* _Provided records_:
Start of Block

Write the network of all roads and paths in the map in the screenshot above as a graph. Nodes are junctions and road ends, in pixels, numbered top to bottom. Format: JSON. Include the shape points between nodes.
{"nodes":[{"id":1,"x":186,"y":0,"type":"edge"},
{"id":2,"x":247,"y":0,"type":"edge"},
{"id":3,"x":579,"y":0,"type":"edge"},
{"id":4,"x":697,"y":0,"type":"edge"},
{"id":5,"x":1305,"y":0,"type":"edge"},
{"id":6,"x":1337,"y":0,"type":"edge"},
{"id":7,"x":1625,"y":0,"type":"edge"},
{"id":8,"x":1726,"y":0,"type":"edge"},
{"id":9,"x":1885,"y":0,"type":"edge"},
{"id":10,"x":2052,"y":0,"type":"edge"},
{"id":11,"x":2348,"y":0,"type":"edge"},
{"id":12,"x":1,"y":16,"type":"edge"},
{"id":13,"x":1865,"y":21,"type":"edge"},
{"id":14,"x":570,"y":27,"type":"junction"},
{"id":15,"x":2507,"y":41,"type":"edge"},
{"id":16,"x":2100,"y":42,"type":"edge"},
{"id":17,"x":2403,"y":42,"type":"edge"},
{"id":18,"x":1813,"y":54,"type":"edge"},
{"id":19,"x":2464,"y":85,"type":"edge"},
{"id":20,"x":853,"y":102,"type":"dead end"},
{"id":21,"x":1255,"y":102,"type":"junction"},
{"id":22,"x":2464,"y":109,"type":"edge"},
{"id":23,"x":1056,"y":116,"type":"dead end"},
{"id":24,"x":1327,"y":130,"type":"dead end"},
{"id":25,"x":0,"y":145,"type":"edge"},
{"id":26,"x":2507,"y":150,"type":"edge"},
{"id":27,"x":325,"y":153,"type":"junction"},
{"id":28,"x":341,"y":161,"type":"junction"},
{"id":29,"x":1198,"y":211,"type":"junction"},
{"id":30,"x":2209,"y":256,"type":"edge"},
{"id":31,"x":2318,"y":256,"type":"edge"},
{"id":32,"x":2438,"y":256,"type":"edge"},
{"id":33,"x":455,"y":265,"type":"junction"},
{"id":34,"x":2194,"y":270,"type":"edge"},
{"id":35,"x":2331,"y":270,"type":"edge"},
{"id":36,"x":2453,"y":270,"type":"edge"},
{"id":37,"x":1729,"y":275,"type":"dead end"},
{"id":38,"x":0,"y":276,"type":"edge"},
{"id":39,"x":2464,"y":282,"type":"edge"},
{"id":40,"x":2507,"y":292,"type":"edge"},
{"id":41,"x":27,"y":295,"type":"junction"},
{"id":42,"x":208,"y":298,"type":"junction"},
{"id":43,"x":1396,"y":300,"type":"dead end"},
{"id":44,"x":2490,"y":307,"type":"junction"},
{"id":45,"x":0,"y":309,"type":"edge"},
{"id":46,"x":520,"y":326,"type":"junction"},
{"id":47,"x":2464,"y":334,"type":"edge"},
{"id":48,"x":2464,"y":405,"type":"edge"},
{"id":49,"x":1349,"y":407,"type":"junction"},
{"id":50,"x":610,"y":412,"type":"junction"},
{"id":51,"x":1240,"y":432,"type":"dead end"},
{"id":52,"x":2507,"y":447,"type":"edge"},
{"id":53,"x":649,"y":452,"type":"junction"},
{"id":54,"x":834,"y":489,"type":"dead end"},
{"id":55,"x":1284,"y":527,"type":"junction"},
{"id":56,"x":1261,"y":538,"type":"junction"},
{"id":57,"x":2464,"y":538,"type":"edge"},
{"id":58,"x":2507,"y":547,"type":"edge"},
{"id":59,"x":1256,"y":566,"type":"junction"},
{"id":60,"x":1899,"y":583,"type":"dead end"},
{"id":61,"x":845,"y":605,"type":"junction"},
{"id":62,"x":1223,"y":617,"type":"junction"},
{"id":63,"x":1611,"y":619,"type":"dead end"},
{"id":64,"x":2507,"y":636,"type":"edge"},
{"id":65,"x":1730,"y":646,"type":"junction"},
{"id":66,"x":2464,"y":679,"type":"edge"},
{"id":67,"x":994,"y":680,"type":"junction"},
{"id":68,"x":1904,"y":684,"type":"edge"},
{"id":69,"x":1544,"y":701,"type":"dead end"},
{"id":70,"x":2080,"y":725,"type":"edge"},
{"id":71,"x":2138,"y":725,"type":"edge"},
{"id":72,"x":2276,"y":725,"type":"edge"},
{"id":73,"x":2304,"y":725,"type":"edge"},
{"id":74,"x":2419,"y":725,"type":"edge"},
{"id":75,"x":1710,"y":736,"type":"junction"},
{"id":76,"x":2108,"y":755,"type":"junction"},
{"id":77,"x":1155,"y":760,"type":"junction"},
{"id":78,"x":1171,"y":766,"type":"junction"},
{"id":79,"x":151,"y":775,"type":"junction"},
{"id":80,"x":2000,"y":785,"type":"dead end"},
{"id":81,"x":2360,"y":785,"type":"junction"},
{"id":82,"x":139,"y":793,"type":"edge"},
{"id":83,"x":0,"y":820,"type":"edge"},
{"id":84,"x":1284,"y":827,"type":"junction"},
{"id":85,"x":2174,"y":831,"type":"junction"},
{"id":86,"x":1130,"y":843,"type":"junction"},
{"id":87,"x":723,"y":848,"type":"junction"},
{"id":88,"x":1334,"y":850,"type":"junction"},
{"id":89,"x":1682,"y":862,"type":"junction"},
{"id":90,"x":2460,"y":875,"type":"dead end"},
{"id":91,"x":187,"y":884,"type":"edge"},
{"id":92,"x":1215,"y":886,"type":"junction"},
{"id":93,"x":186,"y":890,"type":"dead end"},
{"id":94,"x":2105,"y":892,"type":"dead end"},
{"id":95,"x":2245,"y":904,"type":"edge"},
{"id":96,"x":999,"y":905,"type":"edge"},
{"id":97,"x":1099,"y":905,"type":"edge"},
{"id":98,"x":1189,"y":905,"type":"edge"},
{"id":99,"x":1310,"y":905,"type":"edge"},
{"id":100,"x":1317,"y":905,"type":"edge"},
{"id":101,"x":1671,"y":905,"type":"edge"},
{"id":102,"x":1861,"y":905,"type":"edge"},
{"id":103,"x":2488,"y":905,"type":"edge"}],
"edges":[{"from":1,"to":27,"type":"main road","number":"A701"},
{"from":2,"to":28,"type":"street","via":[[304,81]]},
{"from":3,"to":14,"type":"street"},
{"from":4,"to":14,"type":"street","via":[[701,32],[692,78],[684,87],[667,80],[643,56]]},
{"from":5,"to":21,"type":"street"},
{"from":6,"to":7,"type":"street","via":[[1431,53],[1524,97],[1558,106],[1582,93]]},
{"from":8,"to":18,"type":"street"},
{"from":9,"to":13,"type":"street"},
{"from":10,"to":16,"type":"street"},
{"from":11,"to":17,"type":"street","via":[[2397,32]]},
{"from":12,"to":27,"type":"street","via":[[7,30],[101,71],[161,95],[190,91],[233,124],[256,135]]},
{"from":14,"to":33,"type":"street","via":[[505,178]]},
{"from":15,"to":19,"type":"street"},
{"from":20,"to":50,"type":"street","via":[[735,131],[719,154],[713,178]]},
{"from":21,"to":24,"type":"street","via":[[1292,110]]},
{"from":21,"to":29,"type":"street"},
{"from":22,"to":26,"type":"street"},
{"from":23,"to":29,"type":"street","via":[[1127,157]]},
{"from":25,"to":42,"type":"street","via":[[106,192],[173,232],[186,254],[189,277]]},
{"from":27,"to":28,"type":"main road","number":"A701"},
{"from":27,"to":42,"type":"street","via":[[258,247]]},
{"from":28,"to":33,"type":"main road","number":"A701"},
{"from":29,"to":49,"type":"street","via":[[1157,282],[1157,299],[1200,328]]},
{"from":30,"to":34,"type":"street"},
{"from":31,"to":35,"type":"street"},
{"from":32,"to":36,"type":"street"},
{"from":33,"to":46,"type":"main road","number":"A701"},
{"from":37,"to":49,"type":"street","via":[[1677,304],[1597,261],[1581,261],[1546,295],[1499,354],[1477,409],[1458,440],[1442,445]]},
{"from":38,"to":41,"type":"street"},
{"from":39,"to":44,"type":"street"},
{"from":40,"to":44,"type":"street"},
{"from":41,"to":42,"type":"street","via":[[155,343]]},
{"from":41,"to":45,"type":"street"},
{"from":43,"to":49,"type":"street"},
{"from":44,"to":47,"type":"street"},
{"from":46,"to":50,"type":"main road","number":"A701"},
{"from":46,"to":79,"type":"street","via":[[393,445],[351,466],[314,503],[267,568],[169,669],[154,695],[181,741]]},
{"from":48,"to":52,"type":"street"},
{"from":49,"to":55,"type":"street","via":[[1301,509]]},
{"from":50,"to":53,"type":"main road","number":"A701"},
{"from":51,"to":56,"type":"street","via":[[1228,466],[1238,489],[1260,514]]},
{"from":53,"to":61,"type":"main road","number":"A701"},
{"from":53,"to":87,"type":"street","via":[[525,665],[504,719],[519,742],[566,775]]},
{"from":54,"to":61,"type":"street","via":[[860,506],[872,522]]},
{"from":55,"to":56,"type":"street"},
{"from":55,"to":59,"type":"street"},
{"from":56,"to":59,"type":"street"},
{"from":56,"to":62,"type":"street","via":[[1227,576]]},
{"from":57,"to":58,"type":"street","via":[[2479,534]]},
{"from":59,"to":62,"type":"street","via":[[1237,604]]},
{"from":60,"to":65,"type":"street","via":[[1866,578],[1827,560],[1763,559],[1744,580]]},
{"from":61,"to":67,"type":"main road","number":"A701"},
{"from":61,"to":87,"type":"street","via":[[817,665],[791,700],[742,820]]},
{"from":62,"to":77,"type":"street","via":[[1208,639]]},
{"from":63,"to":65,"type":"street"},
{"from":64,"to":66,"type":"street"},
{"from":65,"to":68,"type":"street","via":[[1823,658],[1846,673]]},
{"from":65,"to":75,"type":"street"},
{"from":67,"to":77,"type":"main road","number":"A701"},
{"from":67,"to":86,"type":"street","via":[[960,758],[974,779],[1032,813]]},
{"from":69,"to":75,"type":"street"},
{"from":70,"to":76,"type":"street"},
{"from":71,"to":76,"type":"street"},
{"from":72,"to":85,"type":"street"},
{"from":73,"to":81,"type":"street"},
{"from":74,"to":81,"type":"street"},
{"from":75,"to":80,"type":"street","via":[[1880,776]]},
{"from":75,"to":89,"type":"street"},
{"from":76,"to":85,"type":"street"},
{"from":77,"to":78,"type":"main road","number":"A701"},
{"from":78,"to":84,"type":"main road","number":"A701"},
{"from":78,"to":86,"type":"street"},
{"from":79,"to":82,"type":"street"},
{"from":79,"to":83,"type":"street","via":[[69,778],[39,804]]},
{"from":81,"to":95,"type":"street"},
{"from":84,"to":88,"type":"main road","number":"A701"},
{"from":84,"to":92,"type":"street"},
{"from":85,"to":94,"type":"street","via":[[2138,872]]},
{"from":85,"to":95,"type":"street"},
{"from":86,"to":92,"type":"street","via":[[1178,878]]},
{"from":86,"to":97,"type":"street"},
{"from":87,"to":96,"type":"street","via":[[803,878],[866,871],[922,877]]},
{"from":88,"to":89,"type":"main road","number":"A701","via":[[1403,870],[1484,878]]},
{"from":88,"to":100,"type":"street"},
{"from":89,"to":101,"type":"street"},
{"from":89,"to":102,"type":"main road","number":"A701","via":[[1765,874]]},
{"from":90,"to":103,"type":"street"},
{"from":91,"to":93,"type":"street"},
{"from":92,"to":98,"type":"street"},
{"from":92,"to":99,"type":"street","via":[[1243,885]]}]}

End of Block

* _Activity_:
Looking at the data above, show all lines where the word "nodes" occurs.

* _Result for this task_:
Write the network of all roads and paths in the map in the screenshot above as a graph. Nodes are junctions and road ends, in pixels, numbered top to bottom. Format: JSON. Include the shape points between nodes.
{"nodes":[{"id":1,"x":186,"y":0,"type":"edge"},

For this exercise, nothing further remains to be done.